**Your objective**
Every entry below is to be copied word for word, with its pictures removed.

Stored data START

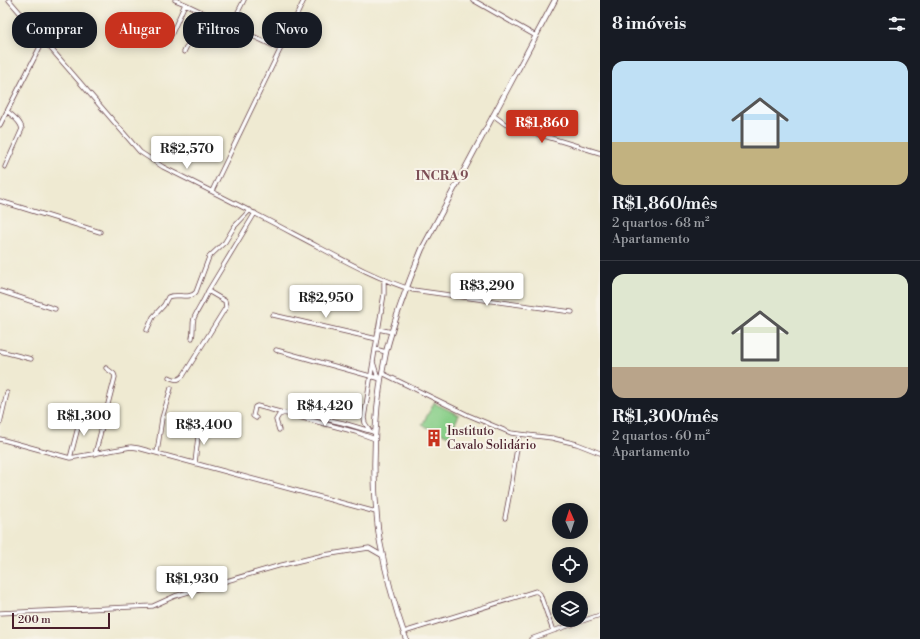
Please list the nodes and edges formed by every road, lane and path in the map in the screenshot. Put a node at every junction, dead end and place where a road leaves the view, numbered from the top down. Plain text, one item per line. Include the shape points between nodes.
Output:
1 (175, 0) edge
2 (244, 0) edge
3 (303, 0) edge
4 (473, 0) edge
5 (555, 0) edge
6 (10, 1) edge
7 (185, 4) junction
8 (19, 12) edge
9 (201, 12) edge
10 (238, 12) edge
11 (175, 26) edge
12 (536, 36) junction
13 (254, 37) edge
14 (40, 48) edge
15 (49, 48) edge
16 (186, 48) edge
17 (280, 49) junction
18 (184, 52) dead end
19 (8, 111) junction
20 (493, 115) junction
21 (0, 125) edge
22 (600, 153) edge
23 (4, 167) dead end
24 (212, 191) junction
25 (0, 201) edge
26 (250, 210) junction
27 (255, 213) junction
28 (100, 232) dead end
29 (384, 279) junction
30 (406, 288) junction
31 (0, 291) edge
32 (208, 291) junction
33 (55, 309) dead end
34 (572, 312) dead end
35 (273, 315) dead end
36 (378, 329) junction
37 (147, 330) dead end
38 (392, 332) junction
39 (192, 338) dead end
40 (377, 339) junction
41 (375, 349) junction
42 (276, 350) dead end
43 (0, 351) edge
44 (386, 352) junction
45 (32, 359) dead end
46 (373, 361) junction
47 (106, 368) dead end
48 (382, 373) junction
49 (370, 375) junction
50 (169, 377) dead end
51 (380, 378) junction
52 (170, 388) dead end
53 (7, 394) dead end
54 (296, 403) dead end
55 (82, 412) dead end
56 (286, 413) junction
57 (256, 418) dead end
58 (0, 423) edge
59 (199, 428) dead end
60 (279, 430) dead end
61 (372, 432) junction
62 (519, 435) junction
63 (0, 439) edge
64 (374, 439) junction
65 (157, 453) junction
66 (600, 453) edge
67 (95, 454) junction
68 (70, 458) junction
69 (195, 463) junction
70 (376, 512) junction
71 (505, 518) dead end
72 (383, 556) junction
73 (0, 613) edge
74 (600, 615) edge
75 (404, 632) junction
76 (553, 632) junction
77 (406, 639) edge
78 (531, 639) edge

1 - 7 street
2 - 10 street
3 - 17 street
4 - 12 street
5 - 12 main road
6 - 8 street
7 - 9 street
7 - 11 street
12 - 20 main road
13 - 17 street
14 - 19 street
15 - 24 street via 140,152 163,167
16 - 18 street
17 - 24 street
19 - 21 street
19 - 23 street via 22,125 22,129
20 - 22 street via 505,124
20 - 30 main road via 422,249
24 - 26 street
25 - 28 street
26 - 27 street
26 - 37 street via 234,227 225,242 209,257 194,295 168,297
27 - 29 street
27 - 32 street
29 - 30 street
29 - 36 street
30 - 34 street
30 - 38 main road
31 - 33 street
32 - 39 street via 194,319
32 - 50 street via 225,301 226,307 183,376 175,380
35 - 40 street
36 - 38 street
36 - 40 street
38 - 44 main road
40 - 41 street
41 - 44 street
41 - 46 street
42 - 49 street
43 - 45 street
44 - 48 main road
46 - 49 street
46 - 51 street
47 - 67 street via 115,377
48 - 51 main road
48 - 62 street via 494,427
49 - 51 street
49 - 61 street via 364,418
51 - 61 main road
52 - 65 street
53 - 58 street
54 - 61 street via 300,411 312,416
55 - 68 street
56 - 57 street via 255,406 253,416
56 - 60 street via 276,420
56 - 64 street
59 - 69 street
61 - 64 main road
62 - 66 street via 552,438
62 - 71 street
63 - 68 street
64 - 70 main road
65 - 67 street via 134,447
65 - 69 street
67 - 68 street
69 - 70 street
70 - 72 main road
72 - 73 street via 368,548 324,555 175,596 153,606
72 - 75 main road
74 - 76 street
75 - 76 street via 536,591 540,594
75 - 77 main road
76 - 78 street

Stored data END

**Answer space**
Please list the nodes and edges formed by every road, lane and path in the map in the screenshot. Put a node at every junction, dead end and place where a road leaves the view, numbered from the top down. Plain text, one item per line. Include the shape points between nodes.
Output:
1 (175, 0) edge
2 (244, 0) edge
3 (303, 0) edge
4 (473, 0) edge
5 (555, 0) edge
6 (10, 1) edge
7 (185, 4) junction
8 (19, 12) edge
9 (201, 12) edge
10 (238, 12) edge
11 (175, 26) edge
12 (536, 36) junction
13 (254, 37) edge
14 (40, 48) edge
15 (49, 48) edge
16 (186, 48) edge
17 (280, 49) junction
18 (184, 52) dead end
19 (8, 111) junction
20 (493, 115) junction
21 (0, 125) edge
22 (600, 153) edge
23 (4, 167) dead end
24 (212, 191) junction
25 (0, 201) edge
26 (250, 210) junction
27 (255, 213) junction
28 (100, 232) dead end
29 (384, 279) junction
30 (406, 288) junction
31 (0, 291) edge
32 (208, 291) junction
33 (55, 309) dead end
34 (572, 312) dead end
35 (273, 315) dead end
36 (378, 329) junction
37 (147, 330) dead end
38 (392, 332) junction
39 (192, 338) dead end
40 (377, 339) junction
41 (375, 349) junction
42 (276, 350) dead end
43 (0, 351) edge
44 (386, 352) junction
45 (32, 359) dead end
46 (373, 361) junction
47 (106, 368) dead end
48 (382, 373) junction
49 (370, 375) junction
50 (169, 377) dead end
51 (380, 378) junction
52 (170, 388) dead end
53 (7, 394) dead end
54 (296, 403) dead end
55 (82, 412) dead end
56 (286, 413) junction
57 (256, 418) dead end
58 (0, 423) edge
59 (199, 428) dead end
60 (279, 430) dead end
61 (372, 432) junction
62 (519, 435) junction
63 (0, 439) edge
64 (374, 439) junction
65 (157, 453) junction
66 (600, 453) edge
67 (95, 454) junction
68 (70, 458) junction
69 (195, 463) junction
70 (376, 512) junction
71 (505, 518) dead end
72 (383, 556) junction
73 (0, 613) edge
74 (600, 615) edge
75 (404, 632) junction
76 (553, 632) junction
77 (406, 639) edge
78 (531, 639) edge

1 - 7 street
2 - 10 street
3 - 17 street
4 - 12 street
5 - 12 main road
6 - 8 street
7 - 9 street
7 - 11 street
12 - 20 main road
13 - 17 street
14 - 19 street
15 - 24 street via 140,152 163,167
16 - 18 street
17 - 24 street
19 - 21 street
19 - 23 street via 22,125 22,129
20 - 22 street via 505,124
20 - 30 main road via 422,249
24 - 26 street
25 - 28 street
26 - 27 street
26 - 37 street via 234,227 225,242 209,257 194,295 168,297
27 - 29 street
27 - 32 street
29 - 30 street
29 - 36 street
30 - 34 street
30 - 38 main road
31 - 33 street
32 - 39 street via 194,319
32 - 50 street via 225,301 226,307 183,376 175,380
35 - 40 street
36 - 38 street
36 - 40 street
38 - 44 main road
40 - 41 street
41 - 44 street
41 - 46 street
42 - 49 street
43 - 45 street
44 - 48 main road
46 - 49 street
46 - 51 street
47 - 67 street via 115,377
48 - 51 main road
48 - 62 street via 494,427
49 - 51 street
49 - 61 street via 364,418
51 - 61 main road
52 - 65 street
53 - 58 street
54 - 61 street via 300,411 312,416
55 - 68 street
56 - 57 street via 255,406 253,416
56 - 60 street via 276,420
56 - 64 street
59 - 69 street
61 - 64 main road
62 - 66 street via 552,438
62 - 71 street
63 - 68 street
64 - 70 main road
65 - 67 street via 134,447
65 - 69 street
67 - 68 street
69 - 70 street
70 - 72 main road
72 - 73 street via 368,548 324,555 175,596 153,606
72 - 75 main road
74 - 76 street
75 - 76 street via 536,591 540,594
75 - 77 main road
76 - 78 street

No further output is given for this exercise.